Prevention of Recurrence of IDDM in Islet-Transplanted Diabetic NOD Mice by Adjuvant Immunotherapy

• Published in: Diabetes (New York, N.Y.) Vol. 41; no. 1; pp. 114 - 117
• Main Authors: Wang, Thur, Singh, Bhagirath, Warnock, Garth L, Rajotte, Ray V
• Format: Journal Article
• Language: English
• Published: Alexandria, VA American Diabetes Association 01.01.1992
• Subjects: Animals; Biological and medical sciences; Diabetes Mellitus, Type 1 - pathology; Diabetes Mellitus, Type 1 - surgery; Diabetes Mellitus, Type 1 - therapy; Female; Freund's Adjuvant - therapeutic use; Immunologic adjuvants; Immunological adjuvants; Immunomodulators; Immunotherapy; Islands of Langerhans; Islets of Langerhans; Islets of Langerhans Transplantation - pathology; Kidney - pathology; Male; Medical sciences; Mice; Mice, Inbred NOD; Pharmacology. Drug treatments; Physiological aspects; Prevention; Transplantation, Isogeneic; Type 1 diabetes; Endocrinopathy; Immunomodulator; Prevention; Recurrence; Chemotherapy; Treatment; Freund's adjuvant; Animal; Surgery; Diabetes mellitus; Transplantation; Pancreas
• ISSN: 0012-1797; 1939-327X
• DOI: 10.2337/diab.41.1.114

Insulin-dependent diabetes mellitus (IDDM) involves the destruction of the insulin-producing cells in the islets of Langerhans.

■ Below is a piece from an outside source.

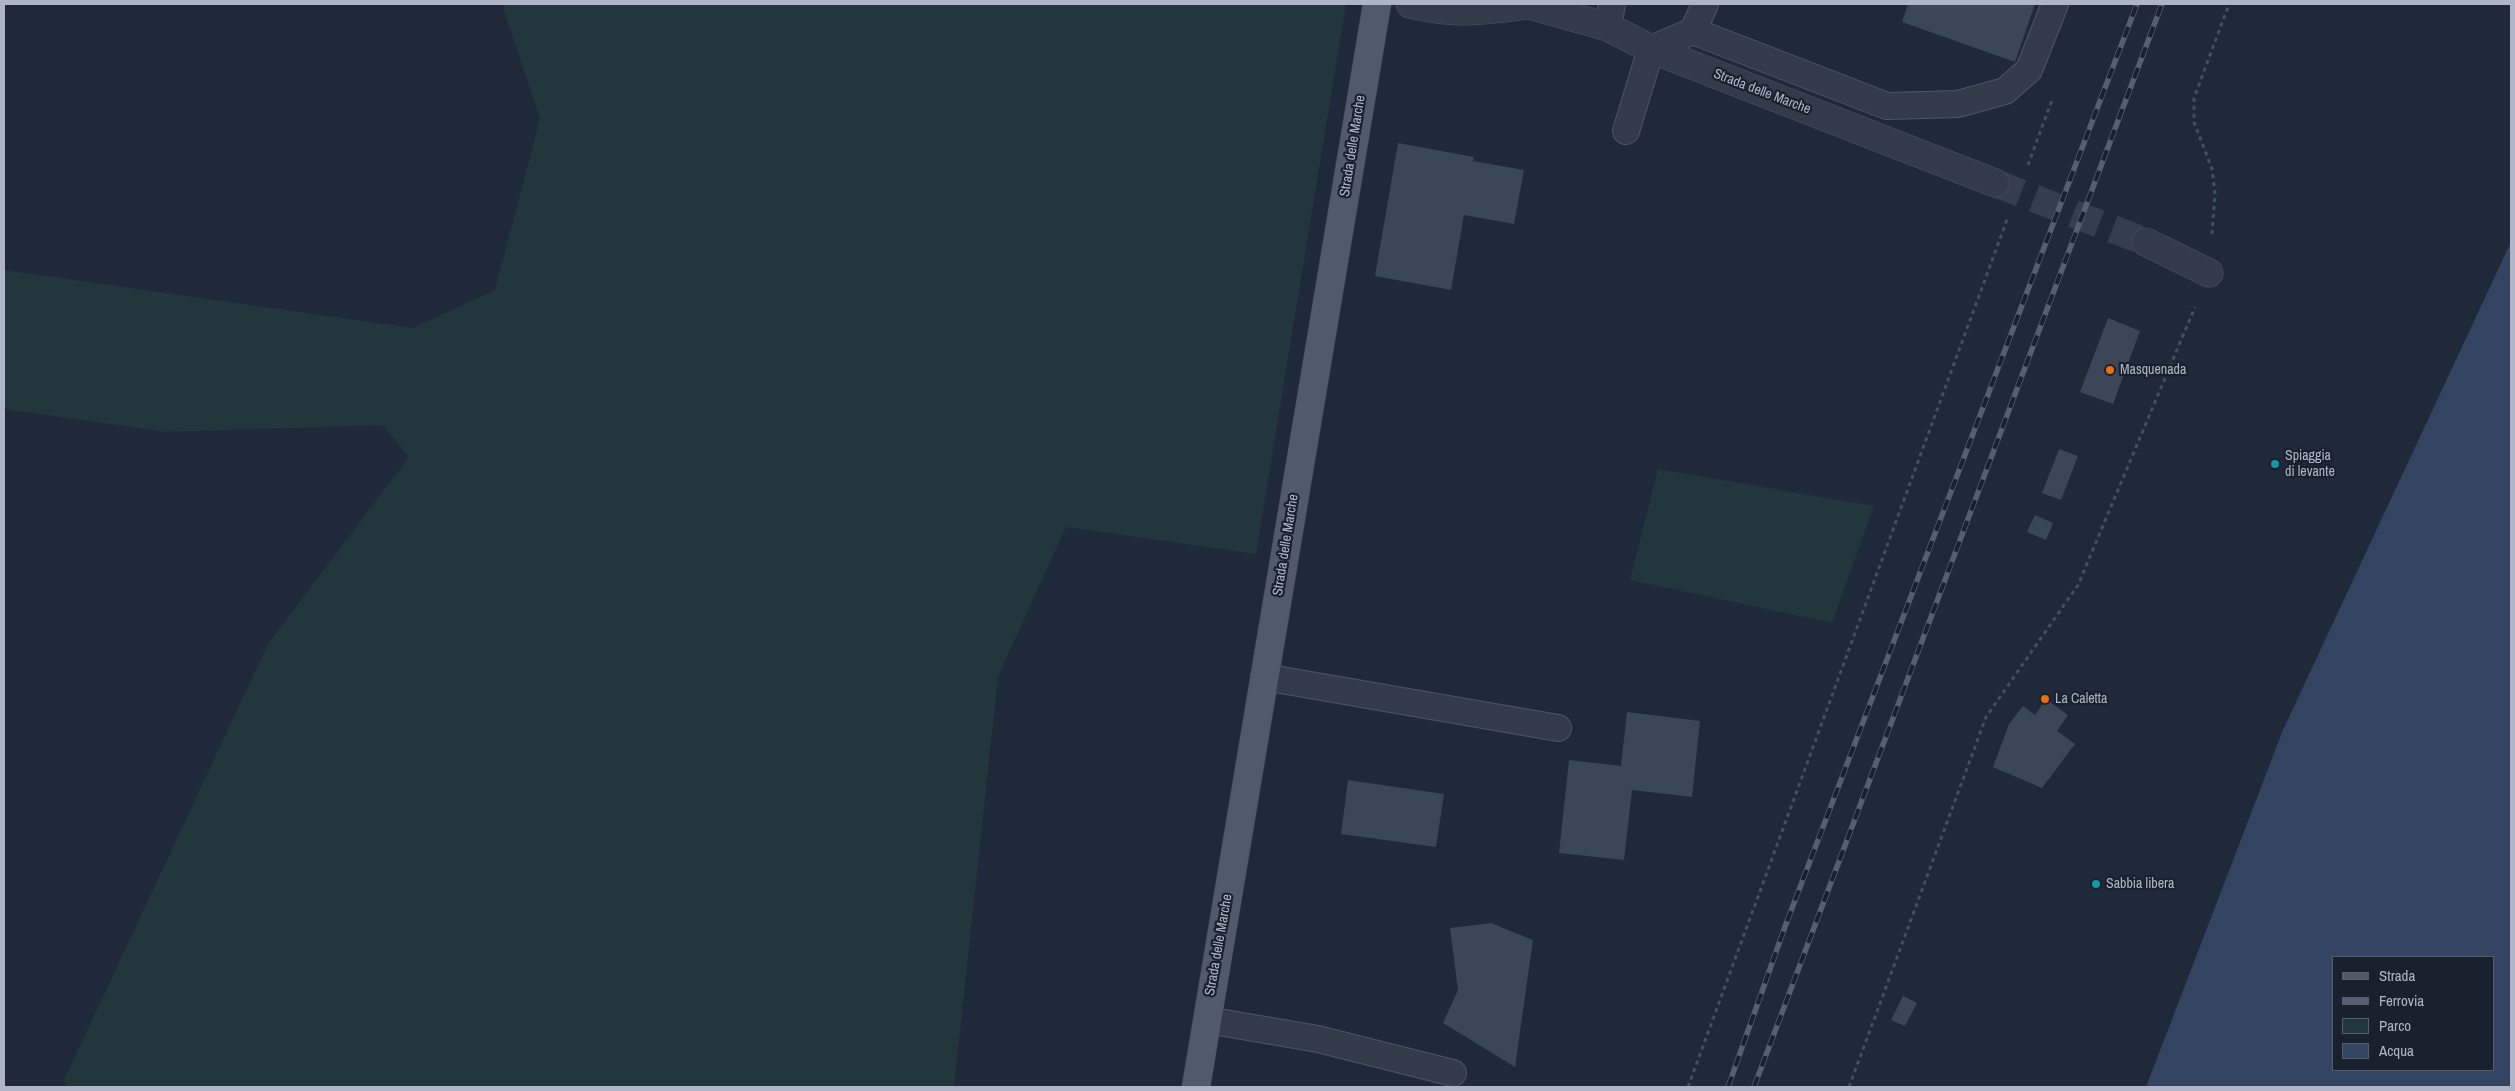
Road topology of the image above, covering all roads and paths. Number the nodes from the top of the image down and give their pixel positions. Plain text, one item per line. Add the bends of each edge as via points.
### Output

One possible cure is by transplanting the islet cells; however, transplanted islets, even between identical twins, are subject to autoimmune destruction by the disease process, resulting in diabetes recurrence. We recently reported that complete Freund's adjuvant (CFA), an immunomodulating agent, prevented development of autoimmune diabetes in the NOD mouse. In this study, we evaluated adjuvant therapy in prevention of autoimmune destruction and rejection of transplanted islets in diabetic NOD mice. After transplantation, untreated syngeneic islet recipients (n = 16) initially became normoglycemic and then hyperglycemic, with a median survival time (MST) of the graft of 17 days. When CFA was administered at the time of transplantation, 11 of 13 CFA-treated syngeneic islet recipients remained normoglycemic long term (> 100 days) with an MST > 107 days. Ten of 11 mice maintained indefinite normoglycemia until the conclusion of follow-up (101 to 172 days). When adjuvant therapy was used in conjunction with allogeneic islet transplantation, graft survival was not extended, with MST being similar to the untreated allogeneic islet recipients (12 [n = 5] and 13 [n = 5] days, respectively). The extended acceptance of second syngeneic islet grafts by CFA-treated mice indicates that the persistent autoimmunity against the transplanted islets can be reversed in the diabetic NOD mice after CFA treatment.